Job Duel time!
Right now I'm painting book cover #25 in less than two years, among other things of course. And eventually I realized that I've always been passionate about every single book cover I did, no matter if it was supposed to be detailed or a "I can't pay much" thingie. I don't care much about "I can't pay much" if the people who say so are fine with what I can do in the time they pay for. And I never had my hands on any book cover which I just wanted to get done. Each single one was more like: Give me a deadline, or I will paint till I die from lack of caffeine!
Unfortunately this does not happen with all game projects. I don't speak of indie projects, but regular ones, well-paid and with an experienced team. Perhaps its because I have worked as a game designer in a day job for almost nine years. Perhaps it is because a game project runs over many months, up to years, while a book cover lasts one to three days of actual work, plus some time to communicate and get feedback. Perhaps it is because game projects tend do be work for an audience of which I'm not necessarily part, while I am certainly a reader and book fetishist (give me paper! With letters on it!).
But no. I also don't appreciate working all alone over teamwork, nor the other way round. The big difference between my two jobs, of which I don't want to miss one, are happy people.
Game projects wear a team out over time. Most of all the people who have to work overtime, either to catch a deadline or to catch theirs because someone else missed theirs earlier in the process. Changes need and have to be made. And all of that makes someone unhappy; just have a look at the programmers and QA, who work against time even after everyone else finished the bunch of their work.
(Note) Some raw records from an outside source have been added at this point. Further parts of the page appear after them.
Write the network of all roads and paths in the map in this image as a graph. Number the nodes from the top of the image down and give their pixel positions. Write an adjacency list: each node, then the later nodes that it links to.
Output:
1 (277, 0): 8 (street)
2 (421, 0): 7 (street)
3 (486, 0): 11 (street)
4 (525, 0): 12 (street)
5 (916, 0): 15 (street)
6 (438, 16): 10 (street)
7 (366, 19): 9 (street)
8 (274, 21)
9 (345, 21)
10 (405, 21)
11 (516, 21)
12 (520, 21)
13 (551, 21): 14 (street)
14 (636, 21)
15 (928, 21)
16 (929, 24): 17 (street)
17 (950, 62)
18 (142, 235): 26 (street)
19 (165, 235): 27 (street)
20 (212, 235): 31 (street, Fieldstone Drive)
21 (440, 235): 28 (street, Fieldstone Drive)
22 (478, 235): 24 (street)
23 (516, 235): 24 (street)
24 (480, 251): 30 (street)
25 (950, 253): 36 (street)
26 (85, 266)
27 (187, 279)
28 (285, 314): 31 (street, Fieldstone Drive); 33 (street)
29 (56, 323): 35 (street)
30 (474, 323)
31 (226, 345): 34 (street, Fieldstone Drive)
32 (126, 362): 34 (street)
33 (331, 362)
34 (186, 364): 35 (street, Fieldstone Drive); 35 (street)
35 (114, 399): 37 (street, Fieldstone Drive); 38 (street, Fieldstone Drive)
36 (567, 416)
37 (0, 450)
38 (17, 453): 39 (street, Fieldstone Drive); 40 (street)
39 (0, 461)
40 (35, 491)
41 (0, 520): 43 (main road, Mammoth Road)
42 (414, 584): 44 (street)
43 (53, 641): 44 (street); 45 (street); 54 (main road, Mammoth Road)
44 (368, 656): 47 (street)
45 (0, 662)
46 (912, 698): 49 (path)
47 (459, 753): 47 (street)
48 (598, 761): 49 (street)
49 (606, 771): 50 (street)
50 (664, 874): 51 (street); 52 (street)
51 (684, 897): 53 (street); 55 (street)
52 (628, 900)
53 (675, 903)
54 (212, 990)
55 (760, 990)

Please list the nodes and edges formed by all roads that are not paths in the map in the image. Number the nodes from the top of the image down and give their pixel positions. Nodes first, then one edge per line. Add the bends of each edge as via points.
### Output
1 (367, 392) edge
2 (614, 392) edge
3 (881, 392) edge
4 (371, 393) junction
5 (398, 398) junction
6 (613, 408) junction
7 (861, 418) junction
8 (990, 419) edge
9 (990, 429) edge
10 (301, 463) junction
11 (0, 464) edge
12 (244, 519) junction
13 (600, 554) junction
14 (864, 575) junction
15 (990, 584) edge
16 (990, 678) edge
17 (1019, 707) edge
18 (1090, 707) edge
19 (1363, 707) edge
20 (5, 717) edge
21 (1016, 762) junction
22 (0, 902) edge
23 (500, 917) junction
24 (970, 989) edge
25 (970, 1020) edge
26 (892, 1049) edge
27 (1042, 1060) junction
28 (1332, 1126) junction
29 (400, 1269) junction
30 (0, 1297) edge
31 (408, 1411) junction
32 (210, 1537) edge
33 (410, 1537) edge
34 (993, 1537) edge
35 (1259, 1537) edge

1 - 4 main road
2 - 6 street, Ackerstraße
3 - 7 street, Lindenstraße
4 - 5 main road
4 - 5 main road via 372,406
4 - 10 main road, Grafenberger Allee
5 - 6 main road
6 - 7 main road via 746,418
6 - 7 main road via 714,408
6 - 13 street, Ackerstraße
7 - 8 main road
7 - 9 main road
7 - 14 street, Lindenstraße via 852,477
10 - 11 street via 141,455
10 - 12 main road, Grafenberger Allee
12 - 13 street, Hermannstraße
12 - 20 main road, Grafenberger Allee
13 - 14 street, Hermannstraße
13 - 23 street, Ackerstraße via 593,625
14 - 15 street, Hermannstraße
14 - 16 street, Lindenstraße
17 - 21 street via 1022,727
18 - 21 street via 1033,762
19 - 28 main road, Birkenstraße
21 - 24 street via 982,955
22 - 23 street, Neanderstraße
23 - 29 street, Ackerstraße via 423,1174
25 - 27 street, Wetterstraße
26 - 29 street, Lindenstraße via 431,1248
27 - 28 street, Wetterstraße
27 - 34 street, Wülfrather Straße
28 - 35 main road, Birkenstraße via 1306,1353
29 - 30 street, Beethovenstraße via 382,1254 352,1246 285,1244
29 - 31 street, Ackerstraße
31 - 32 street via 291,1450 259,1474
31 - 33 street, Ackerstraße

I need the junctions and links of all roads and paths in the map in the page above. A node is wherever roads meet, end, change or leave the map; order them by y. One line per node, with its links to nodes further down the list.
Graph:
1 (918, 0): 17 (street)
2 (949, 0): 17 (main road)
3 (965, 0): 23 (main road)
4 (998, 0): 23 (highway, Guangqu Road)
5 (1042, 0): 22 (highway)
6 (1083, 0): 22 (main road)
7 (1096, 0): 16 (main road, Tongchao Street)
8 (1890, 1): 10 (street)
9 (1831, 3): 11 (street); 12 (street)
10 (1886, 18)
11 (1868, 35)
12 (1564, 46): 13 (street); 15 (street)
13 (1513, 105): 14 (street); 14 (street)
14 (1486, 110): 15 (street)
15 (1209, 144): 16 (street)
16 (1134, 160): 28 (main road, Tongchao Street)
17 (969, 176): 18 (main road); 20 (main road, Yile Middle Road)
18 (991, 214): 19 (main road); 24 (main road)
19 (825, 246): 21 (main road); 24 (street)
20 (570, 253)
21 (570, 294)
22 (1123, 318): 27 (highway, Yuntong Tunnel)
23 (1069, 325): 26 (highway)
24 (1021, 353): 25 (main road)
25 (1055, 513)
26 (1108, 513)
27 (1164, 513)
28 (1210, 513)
This is when others disappear into holidays, while the core team lives on coffee and sleeps on the keyboard and sticks cynical cartoons to the office doors. Its part of the job. But it makes noone especially happy. Even when I went into my last three weeks of holidays and barely checked my e-mails in the evenings, I felt with the people who had to wait for my answers on design questions, who probably spent half the night coding or melted away at 38°C in the office, while I was watching underwater life in a cool lake. I think I'm enough of an egocentric to like my holidays anyways; but I did feel bad when I checked my e-mail.
Its hard to get a "yay! That's great!" feedback during the latest parts of a game project, unless everything runs smoothly (enter mad laughter about the impossible here). Mostly you'll hear things like "whew, finally it works".
The usual feedback is necessarily, critique, bug reports, polishing; things which have to be done, but rarely appear positive until they are resolved. The team is busy and focused on this, so there's no "rejoice, only two more months of crunch time!" ... unless someone is being sarcastic, which obviously does not help. Theres not even a reason to try and outweigh the neutral or even negative input with positive input, because the critique is needed in order to keep getting better.
When the game is eventually being announced somewhere, the best one can do is never to read the comments below an article or the forums. Leave that to the community people. There will be motivating comments, but there will also be trolls and mewling sissies. They have high expectations about a game they want, they're blinded by nostalgia, whatever. Even with a perfect game, you can never avoid the mewling sissies. (They are around books too, but try to find a negative comment on a decent cover or illustration from readers ... they're rather rare.)
That's the point when usually someone tells me "go look for a new job!" without realizing how they whine about their own job at times (silently or not), and that game design has its bright parts too, quite lots of them. I simply quitted the smiling, eager crowd who cries out "dream job!" to keep themselves going, which usually ends up badly.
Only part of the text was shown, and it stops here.